- Task brief: All lines of the material that contain "Meden" must be copied out.
[[ Stored data open ]]
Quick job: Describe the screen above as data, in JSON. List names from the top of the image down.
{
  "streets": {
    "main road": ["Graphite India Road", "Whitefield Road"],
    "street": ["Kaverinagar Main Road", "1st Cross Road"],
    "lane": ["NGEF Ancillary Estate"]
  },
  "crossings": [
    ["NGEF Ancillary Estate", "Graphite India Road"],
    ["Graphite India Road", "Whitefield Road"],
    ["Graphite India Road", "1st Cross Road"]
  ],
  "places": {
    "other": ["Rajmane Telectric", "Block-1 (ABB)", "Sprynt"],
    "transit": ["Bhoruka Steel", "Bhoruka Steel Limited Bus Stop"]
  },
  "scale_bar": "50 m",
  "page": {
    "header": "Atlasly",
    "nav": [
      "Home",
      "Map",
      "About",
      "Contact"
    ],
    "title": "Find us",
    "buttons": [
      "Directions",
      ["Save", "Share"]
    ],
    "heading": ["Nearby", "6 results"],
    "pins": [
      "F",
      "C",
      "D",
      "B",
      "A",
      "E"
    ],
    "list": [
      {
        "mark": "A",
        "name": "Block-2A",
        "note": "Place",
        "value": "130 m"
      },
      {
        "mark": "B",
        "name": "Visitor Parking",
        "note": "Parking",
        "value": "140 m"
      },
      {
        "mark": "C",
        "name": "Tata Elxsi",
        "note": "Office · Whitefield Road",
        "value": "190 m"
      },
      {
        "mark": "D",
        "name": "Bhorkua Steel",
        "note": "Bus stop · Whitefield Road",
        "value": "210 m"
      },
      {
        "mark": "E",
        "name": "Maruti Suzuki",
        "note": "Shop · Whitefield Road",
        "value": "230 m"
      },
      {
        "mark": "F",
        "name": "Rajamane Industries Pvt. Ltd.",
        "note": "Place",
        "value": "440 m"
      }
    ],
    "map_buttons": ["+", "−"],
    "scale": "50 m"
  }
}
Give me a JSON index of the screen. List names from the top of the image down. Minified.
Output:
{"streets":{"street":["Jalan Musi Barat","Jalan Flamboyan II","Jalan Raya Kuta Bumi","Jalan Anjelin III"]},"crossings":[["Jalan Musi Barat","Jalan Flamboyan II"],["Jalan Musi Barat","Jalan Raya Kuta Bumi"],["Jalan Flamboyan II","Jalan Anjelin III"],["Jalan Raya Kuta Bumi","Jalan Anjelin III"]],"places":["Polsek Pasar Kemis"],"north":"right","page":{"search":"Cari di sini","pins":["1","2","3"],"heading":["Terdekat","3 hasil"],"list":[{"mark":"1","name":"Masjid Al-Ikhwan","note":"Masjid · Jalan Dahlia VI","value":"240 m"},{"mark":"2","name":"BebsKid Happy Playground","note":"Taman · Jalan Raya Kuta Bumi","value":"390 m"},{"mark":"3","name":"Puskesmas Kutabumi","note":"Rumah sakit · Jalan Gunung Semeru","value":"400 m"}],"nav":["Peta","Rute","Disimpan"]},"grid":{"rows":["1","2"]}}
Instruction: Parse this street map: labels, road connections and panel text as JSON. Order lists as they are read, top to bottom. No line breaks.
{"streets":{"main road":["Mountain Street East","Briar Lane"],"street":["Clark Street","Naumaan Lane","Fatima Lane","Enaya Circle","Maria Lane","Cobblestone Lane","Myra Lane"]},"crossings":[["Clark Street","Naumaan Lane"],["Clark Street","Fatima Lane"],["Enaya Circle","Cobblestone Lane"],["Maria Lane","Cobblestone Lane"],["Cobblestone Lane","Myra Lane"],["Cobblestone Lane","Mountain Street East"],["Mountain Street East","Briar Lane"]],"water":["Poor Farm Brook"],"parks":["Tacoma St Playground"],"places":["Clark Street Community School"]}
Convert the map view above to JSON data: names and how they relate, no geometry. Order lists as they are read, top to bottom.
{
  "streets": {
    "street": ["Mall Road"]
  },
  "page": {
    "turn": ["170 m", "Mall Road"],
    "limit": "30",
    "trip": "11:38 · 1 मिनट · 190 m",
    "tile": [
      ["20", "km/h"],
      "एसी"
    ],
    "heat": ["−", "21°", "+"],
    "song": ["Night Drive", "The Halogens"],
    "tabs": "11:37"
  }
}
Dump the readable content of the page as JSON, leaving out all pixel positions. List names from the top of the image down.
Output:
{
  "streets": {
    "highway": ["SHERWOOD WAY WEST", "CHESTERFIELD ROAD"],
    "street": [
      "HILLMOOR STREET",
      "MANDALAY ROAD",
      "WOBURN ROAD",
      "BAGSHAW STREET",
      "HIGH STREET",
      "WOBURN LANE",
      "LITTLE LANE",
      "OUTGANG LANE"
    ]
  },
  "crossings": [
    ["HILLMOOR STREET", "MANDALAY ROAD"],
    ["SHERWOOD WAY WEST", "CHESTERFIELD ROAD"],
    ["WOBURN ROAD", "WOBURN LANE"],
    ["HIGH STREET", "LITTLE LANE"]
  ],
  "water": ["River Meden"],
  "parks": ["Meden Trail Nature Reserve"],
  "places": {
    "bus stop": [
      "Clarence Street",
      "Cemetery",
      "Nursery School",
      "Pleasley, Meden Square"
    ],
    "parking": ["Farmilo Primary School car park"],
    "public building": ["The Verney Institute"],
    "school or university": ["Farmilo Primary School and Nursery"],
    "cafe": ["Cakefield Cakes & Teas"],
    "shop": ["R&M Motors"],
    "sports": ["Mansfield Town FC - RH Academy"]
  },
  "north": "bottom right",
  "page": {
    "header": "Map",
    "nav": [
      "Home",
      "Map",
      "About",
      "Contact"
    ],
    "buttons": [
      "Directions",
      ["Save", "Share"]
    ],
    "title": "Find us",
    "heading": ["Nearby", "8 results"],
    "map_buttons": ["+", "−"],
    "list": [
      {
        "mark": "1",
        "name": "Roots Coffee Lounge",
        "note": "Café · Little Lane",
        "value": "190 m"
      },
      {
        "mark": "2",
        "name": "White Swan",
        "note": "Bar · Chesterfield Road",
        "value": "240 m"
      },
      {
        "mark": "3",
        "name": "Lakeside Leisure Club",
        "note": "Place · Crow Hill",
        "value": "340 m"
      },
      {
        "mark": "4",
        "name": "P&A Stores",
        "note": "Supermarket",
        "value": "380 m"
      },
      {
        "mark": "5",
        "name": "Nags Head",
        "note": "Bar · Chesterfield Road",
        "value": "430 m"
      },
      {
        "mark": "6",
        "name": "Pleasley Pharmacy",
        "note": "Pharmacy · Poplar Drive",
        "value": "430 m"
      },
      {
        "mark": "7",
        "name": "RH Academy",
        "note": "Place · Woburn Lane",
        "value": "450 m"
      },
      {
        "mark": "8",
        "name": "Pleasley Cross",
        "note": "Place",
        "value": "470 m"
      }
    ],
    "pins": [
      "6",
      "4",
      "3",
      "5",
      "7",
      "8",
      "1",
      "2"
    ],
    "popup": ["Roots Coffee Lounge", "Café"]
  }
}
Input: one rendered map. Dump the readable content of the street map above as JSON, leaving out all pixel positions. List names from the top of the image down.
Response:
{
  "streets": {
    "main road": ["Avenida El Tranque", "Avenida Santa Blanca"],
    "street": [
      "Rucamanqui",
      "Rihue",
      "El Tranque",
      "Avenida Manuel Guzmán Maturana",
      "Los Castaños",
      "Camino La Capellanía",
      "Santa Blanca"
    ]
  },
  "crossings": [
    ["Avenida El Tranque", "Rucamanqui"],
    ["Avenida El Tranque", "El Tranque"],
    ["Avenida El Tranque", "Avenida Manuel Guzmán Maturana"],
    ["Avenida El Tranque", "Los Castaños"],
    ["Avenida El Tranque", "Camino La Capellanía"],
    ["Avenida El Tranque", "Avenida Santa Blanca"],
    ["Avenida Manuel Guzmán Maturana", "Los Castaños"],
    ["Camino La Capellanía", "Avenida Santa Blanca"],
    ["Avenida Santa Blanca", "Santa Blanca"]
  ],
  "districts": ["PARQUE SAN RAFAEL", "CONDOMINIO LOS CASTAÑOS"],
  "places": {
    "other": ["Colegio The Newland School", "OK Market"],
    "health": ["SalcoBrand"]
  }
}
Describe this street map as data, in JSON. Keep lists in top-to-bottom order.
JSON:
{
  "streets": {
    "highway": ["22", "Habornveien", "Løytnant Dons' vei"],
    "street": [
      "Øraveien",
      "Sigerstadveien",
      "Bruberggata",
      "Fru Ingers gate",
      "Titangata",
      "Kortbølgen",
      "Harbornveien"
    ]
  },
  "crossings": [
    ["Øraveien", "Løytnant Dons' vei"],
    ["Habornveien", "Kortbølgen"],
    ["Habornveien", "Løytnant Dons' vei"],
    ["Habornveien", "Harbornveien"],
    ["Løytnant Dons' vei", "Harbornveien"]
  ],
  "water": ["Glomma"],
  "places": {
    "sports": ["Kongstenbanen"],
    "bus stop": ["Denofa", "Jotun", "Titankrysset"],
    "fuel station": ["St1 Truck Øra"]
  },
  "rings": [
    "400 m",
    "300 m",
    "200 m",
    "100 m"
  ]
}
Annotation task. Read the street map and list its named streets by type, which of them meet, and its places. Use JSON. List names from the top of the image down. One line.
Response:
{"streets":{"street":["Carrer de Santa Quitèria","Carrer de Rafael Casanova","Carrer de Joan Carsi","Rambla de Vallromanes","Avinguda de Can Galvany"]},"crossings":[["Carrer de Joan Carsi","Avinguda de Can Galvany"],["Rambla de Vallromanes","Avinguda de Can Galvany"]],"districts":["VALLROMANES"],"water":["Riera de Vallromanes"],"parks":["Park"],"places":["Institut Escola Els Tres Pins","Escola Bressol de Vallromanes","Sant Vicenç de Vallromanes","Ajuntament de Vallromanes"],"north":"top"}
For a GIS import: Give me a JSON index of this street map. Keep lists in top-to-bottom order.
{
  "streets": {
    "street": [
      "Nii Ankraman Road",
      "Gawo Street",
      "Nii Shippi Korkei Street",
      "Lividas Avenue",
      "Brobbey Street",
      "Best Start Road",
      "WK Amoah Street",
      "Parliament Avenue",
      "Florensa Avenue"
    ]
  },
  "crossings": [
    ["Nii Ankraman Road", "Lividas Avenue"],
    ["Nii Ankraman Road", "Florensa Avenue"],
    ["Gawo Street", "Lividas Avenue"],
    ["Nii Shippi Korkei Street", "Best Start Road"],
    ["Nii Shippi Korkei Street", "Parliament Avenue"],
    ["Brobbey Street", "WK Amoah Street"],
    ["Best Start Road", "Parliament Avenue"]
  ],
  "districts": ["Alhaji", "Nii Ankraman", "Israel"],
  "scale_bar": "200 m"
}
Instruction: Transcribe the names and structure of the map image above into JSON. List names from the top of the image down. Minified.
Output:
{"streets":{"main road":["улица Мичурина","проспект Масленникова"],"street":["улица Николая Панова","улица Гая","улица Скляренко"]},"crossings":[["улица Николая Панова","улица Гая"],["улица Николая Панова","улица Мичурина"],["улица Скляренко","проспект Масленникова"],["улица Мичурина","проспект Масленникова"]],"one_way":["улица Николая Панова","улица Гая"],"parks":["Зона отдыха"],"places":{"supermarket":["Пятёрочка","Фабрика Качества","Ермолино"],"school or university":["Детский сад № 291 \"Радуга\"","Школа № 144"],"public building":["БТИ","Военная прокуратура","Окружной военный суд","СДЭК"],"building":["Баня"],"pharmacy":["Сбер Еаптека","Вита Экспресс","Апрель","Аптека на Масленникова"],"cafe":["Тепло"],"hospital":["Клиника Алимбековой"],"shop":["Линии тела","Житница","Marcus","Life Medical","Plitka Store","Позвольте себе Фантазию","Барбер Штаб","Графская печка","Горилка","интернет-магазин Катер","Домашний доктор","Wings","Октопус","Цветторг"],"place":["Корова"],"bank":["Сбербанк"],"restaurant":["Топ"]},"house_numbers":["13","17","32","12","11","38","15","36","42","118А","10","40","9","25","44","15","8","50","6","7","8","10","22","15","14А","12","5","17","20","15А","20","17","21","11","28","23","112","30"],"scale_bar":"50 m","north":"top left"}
[[ Stored data closed ]]
- Exercise output:
  "water": ["River Meden"],
  "parks": ["Meden Trail Nature Reserve"],
      "Pleasley, Meden Square"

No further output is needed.